··· STUDY MATERIAL ···
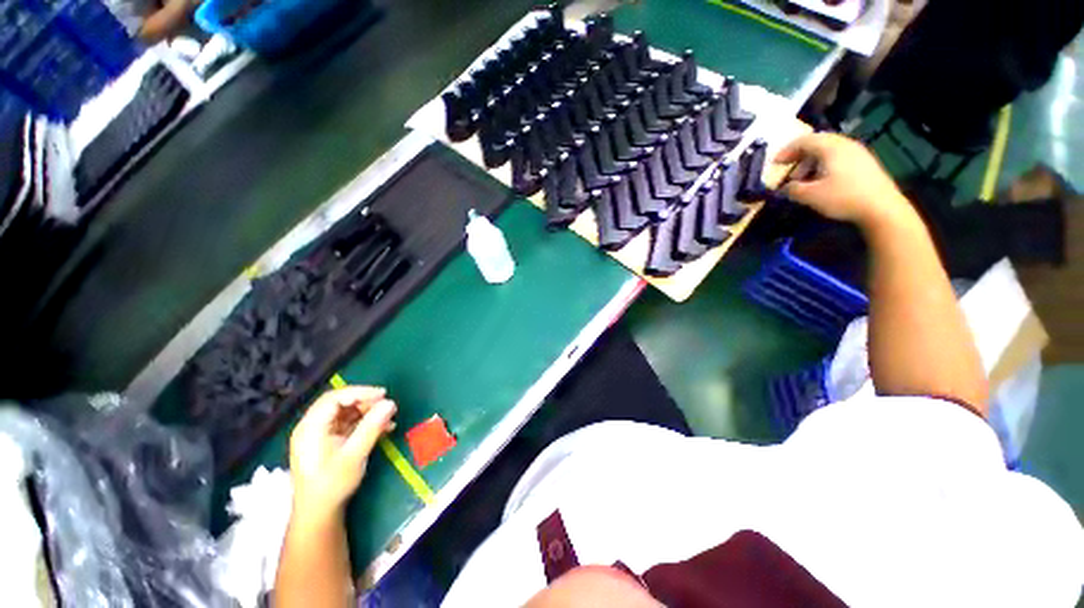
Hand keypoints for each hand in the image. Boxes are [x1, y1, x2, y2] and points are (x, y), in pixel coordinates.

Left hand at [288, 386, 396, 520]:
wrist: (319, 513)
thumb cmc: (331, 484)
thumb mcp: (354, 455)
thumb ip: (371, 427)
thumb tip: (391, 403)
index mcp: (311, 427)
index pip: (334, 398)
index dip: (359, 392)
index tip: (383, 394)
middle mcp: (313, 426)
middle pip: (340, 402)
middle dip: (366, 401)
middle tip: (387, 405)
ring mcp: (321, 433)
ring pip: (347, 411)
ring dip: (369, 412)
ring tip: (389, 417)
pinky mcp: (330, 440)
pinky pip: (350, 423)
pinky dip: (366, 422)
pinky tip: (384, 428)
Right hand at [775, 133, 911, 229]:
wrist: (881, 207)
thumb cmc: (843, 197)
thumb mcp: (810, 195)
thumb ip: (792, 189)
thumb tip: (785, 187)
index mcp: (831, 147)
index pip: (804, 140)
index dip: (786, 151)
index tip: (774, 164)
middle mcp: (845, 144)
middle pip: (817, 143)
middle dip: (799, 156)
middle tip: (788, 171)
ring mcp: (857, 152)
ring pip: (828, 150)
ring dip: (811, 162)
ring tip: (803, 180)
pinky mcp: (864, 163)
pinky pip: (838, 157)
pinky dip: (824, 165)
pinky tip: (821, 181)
···
··· STUDY MATERIAL ···
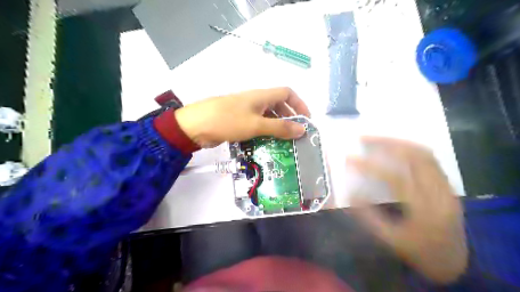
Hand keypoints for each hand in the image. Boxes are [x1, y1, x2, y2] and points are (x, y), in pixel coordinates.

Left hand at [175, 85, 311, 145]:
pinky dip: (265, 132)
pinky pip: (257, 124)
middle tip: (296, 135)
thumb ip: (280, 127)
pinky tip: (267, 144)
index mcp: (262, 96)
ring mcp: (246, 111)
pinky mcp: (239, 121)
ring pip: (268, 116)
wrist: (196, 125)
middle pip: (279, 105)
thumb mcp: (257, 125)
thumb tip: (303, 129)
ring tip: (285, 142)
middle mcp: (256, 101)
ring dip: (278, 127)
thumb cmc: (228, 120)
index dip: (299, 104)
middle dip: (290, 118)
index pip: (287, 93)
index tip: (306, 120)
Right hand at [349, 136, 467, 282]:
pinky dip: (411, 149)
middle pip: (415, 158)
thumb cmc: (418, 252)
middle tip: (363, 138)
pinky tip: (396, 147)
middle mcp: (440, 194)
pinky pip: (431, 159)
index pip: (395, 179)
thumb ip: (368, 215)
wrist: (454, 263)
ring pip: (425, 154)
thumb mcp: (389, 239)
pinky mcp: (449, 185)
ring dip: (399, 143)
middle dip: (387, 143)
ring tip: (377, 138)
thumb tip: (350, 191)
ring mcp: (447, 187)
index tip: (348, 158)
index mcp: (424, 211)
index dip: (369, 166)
···
··· STUDY MATERIAL ···
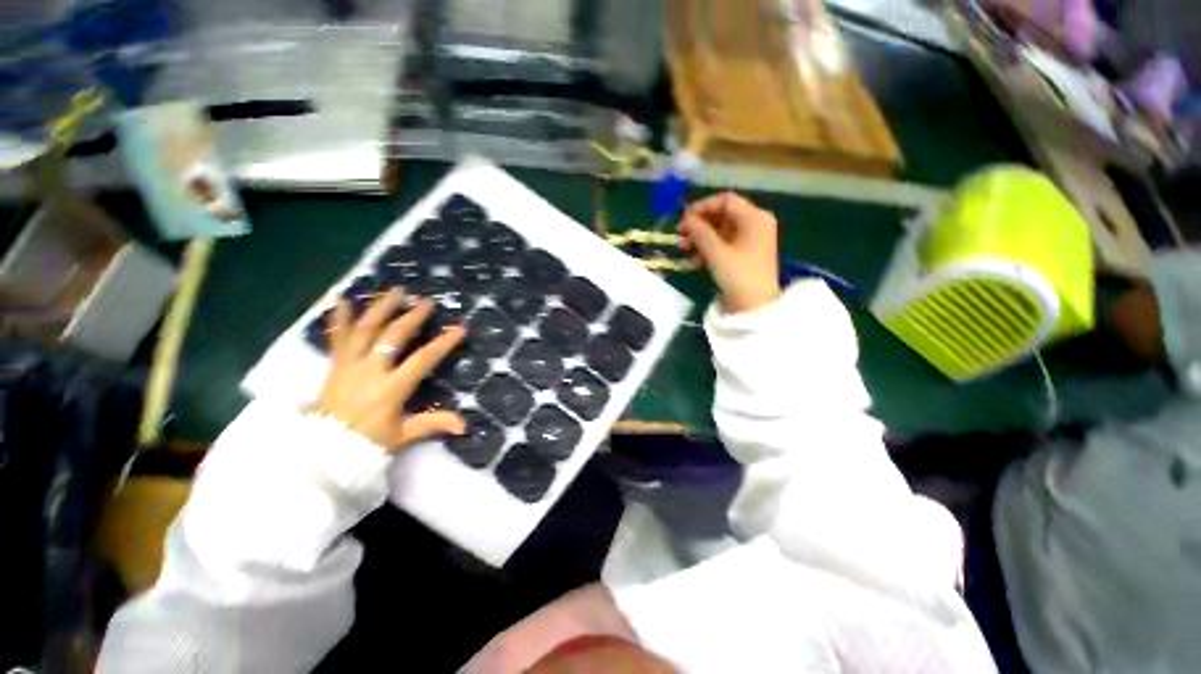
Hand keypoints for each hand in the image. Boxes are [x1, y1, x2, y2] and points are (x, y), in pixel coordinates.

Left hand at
···
**WHAT THE EXERCISE ASKS**
Only the lines containing the word "Left" should be returned from the data above.

**EXERCISE RESULT**
Left hand at [288, 386, 396, 520]:
Left hand at [175, 85, 311, 145]:
Left hand at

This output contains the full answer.